Stored items
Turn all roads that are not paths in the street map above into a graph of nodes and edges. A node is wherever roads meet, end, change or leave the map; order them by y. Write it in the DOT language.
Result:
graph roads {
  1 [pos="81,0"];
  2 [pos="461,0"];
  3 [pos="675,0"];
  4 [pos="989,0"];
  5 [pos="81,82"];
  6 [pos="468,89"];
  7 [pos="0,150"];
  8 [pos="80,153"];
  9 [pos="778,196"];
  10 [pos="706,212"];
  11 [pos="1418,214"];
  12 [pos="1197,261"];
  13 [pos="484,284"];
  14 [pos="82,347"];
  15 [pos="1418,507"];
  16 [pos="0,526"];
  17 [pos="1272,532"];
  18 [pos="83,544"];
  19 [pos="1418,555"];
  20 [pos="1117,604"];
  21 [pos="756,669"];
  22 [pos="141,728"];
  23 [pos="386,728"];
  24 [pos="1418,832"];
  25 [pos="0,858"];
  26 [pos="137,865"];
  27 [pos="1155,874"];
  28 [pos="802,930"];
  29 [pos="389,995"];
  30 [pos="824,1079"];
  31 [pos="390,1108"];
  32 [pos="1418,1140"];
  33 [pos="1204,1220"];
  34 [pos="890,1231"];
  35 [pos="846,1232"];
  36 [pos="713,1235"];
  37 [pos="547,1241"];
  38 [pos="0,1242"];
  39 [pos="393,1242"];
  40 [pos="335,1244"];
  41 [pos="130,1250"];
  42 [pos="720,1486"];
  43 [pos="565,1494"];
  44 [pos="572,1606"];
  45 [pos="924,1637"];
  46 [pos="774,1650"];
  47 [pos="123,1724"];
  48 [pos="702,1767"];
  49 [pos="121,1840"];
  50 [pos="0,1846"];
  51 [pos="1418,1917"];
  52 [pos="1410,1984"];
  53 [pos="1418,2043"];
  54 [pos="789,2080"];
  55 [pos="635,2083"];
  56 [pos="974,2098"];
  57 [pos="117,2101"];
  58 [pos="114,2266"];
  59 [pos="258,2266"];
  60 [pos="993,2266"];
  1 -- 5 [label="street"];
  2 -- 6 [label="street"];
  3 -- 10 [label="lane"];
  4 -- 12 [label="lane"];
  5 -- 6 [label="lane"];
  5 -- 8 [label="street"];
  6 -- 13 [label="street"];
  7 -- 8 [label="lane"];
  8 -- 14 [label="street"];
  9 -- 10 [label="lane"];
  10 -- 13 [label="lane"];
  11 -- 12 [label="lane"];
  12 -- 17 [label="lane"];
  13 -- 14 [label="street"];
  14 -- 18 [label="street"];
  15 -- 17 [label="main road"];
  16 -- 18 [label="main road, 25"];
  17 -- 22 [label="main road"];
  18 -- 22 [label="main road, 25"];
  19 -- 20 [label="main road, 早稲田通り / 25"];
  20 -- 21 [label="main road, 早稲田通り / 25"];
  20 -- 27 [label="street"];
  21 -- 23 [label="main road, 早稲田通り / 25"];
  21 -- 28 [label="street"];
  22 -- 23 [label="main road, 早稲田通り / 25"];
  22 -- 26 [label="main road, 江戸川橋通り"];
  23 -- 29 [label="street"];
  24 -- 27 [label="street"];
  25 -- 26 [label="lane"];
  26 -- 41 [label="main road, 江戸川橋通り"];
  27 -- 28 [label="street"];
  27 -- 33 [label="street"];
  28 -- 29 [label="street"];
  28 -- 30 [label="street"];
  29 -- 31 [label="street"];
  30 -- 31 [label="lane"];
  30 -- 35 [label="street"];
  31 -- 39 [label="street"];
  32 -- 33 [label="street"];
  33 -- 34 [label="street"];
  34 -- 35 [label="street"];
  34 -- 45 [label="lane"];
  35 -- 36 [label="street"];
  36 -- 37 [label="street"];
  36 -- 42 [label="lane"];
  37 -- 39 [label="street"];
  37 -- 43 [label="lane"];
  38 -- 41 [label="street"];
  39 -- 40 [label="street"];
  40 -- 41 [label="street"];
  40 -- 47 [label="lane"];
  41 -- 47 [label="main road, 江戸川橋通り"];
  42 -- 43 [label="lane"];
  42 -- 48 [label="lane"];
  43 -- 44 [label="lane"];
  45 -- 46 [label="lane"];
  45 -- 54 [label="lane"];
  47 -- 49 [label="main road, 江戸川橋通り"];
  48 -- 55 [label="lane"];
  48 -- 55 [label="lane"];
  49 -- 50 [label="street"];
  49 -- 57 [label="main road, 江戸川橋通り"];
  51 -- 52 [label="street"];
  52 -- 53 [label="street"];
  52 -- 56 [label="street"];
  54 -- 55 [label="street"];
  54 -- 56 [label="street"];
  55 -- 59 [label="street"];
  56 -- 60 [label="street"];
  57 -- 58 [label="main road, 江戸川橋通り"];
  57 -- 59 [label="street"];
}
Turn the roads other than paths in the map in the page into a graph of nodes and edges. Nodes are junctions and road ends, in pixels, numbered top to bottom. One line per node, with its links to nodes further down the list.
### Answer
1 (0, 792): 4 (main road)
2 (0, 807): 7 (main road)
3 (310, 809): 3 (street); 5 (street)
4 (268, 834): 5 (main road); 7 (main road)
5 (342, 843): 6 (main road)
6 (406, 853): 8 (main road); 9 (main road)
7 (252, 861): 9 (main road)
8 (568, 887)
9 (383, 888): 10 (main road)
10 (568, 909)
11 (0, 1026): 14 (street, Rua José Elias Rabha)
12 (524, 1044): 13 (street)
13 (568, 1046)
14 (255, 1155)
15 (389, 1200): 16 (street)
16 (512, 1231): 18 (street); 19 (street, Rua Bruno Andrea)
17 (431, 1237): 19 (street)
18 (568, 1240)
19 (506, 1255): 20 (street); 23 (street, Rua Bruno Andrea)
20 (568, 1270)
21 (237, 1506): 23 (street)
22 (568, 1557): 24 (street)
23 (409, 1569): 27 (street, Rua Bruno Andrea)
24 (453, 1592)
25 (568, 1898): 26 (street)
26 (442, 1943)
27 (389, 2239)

Activity: The task requires each record above to be restated exactly.

Task output:
Turn all roads that are not paths in the street map above into a graph of nodes and edges. A node is wherever roads meet, end, change or leave the map; order them by y. Write it in the DOT language.
Result:
graph roads {
  1 [pos="81,0"];
  2 [pos="461,0"];
  3 [pos="675,0"];
  4 [pos="989,0"];
  5 [pos="81,82"];
  6 [pos="468,89"];
  7 [pos="0,150"];
  8 [pos="80,153"];
  9 [pos="778,196"];
  10 [pos="706,212"];
  11 [pos="1418,214"];
  12 [pos="1197,261"];
  13 [pos="484,284"];
  14 [pos="82,347"];
  15 [pos="1418,507"];
  16 [pos="0,526"];
  17 [pos="1272,532"];
  18 [pos="83,544"];
  19 [pos="1418,555"];
  20 [pos="1117,604"];
  21 [pos="756,669"];
  22 [pos="141,728"];
  23 [pos="386,728"];
  24 [pos="1418,832"];
  25 [pos="0,858"];
  26 [pos="137,865"];
  27 [pos="1155,874"];
  28 [pos="802,930"];
  29 [pos="389,995"];
  30 [pos="824,1079"];
  31 [pos="390,1108"];
  32 [pos="1418,1140"];
  33 [pos="1204,1220"];
  34 [pos="890,1231"];
  35 [pos="846,1232"];
  36 [pos="713,1235"];
  37 [pos="547,1241"];
  38 [pos="0,1242"];
  39 [pos="393,1242"];
  40 [pos="335,1244"];
  41 [pos="130,1250"];
  42 [pos="720,1486"];
  43 [pos="565,1494"];
  44 [pos="572,1606"];
  45 [pos="924,1637"];
  46 [pos="774,1650"];
  47 [pos="123,1724"];
  48 [pos="702,1767"];
  49 [pos="121,1840"];
  50 [pos="0,1846"];
  51 [pos="1418,1917"];
  52 [pos="1410,1984"];
  53 [pos="1418,2043"];
  54 [pos="789,2080"];
  55 [pos="635,2083"];
  56 [pos="974,2098"];
  57 [pos="117,2101"];
  58 [pos="114,2266"];
  59 [pos="258,2266"];
  60 [pos="993,2266"];
  1 -- 5 [label="street"];
  2 -- 6 [label="street"];
  3 -- 10 [label="lane"];
  4 -- 12 [label="lane"];
  5 -- 6 [label="lane"];
  5 -- 8 [label="street"];
  6 -- 13 [label="street"];
  7 -- 8 [label="lane"];
  8 -- 14 [label="street"];
  9 -- 10 [label="lane"];
  10 -- 13 [label="lane"];
  11 -- 12 [label="lane"];
  12 -- 17 [label="lane"];
  13 -- 14 [label="street"];
  14 -- 18 [label="street"];
  15 -- 17 [label="main road"];
  16 -- 18 [label="main road, 25"];
  17 -- 22 [label="main road"];
  18 -- 22 [label="main road, 25"];
  19 -- 20 [label="main road, 早稲田通り / 25"];
  20 -- 21 [label="main road, 早稲田通り / 25"];
  20 -- 27 [label="street"];
  21 -- 23 [label="main road, 早稲田通り / 25"];
  21 -- 28 [label="street"];
  22 -- 23 [label="main road, 早稲田通り / 25"];
  22 -- 26 [label="main road, 江戸川橋通り"];
  23 -- 29 [label="street"];
  24 -- 27 [label="street"];
  25 -- 26 [label="lane"];
  26 -- 41 [label="main road, 江戸川橋通り"];
  27 -- 28 [label="street"];
  27 -- 33 [label="street"];
  28 -- 29 [label="street"];
  28 -- 30 [label="street"];
  29 -- 31 [label="street"];
  30 -- 31 [label="lane"];
  30 -- 35 [label="street"];
  31 -- 39 [label="street"];
  32 -- 33 [label="street"];
  33 -- 34 [label="street"];
  34 -- 35 [label="street"];
  34 -- 45 [label="lane"];
  35 -- 36 [label="street"];
  36 -- 37 [label="street"];
  36 -- 42 [label="lane"];
  37 -- 39 [label="street"];
  37 -- 43 [label="lane"];
  38 -- 41 [label="street"];
  39 -- 40 [label="street"];
  40 -- 41 [label="street"];
  40 -- 47 [label="lane"];
  41 -- 47 [label="main road, 江戸川橋通り"];
  42 -- 43 [label="lane"];
  42 -- 48 [label="lane"];
  43 -- 44 [label="lane"];
  45 -- 46 [label="lane"];
  45 -- 54 [label="lane"];
  47 -- 49 [label="main road, 江戸川橋通り"];
  48 -- 55 [label="lane"];
  48 -- 55 [label="lane"];
  49 -- 50 [label="street"];
  49 -- 57 [label="main road, 江戸川橋通り"];
  51 -- 52 [label="street"];
  52 -- 53 [label="street"];
  52 -- 56 [label="street"];
  54 -- 55 [label="street"];
  54 -- 56 [label="street"];
  55 -- 59 [label="street"];
  56 -- 60 [label="street"];
  57 -- 58 [label="main road, 江戸川橋通り"];
  57 -- 59 [label="street"];
}
Turn the roads other than paths in the map in the page into a graph of nodes and edges. Nodes are junctions and road ends, in pixels, numbered top to bottom. One line per node, with its links to nodes further down the list.
### Answer
1 (0, 792): 4 (main road)
2 (0, 807): 7 (main road)
3 (310, 809): 3 (street); 5 (street)
4 (268, 834): 5 (main road); 7 (main road)
5 (342, 843): 6 (main road)
6 (406, 853): 8 (main road); 9 (main road)
7 (252, 861): 9 (main road)
8 (568, 887)
9 (383, 888): 10 (main road)
10 (568, 909)
11 (0, 1026): 14 (street, Rua José Elias Rabha)
12 (524, 1044): 13 (street)
13 (568, 1046)
14 (255, 1155)
15 (389, 1200): 16 (street)
16 (512, 1231): 18 (street); 19 (street, Rua Bruno Andrea)
17 (431, 1237): 19 (street)
18 (568, 1240)
19 (506, 1255): 20 (street); 23 (street, Rua Bruno Andrea)
20 (568, 1270)
21 (237, 1506): 23 (street)
22 (568, 1557): 24 (street)
23 (409, 1569): 27 (street, Rua Bruno Andrea)
24 (453, 1592)
25 (568, 1898): 26 (street)
26 (442, 1943)
27 (389, 2239)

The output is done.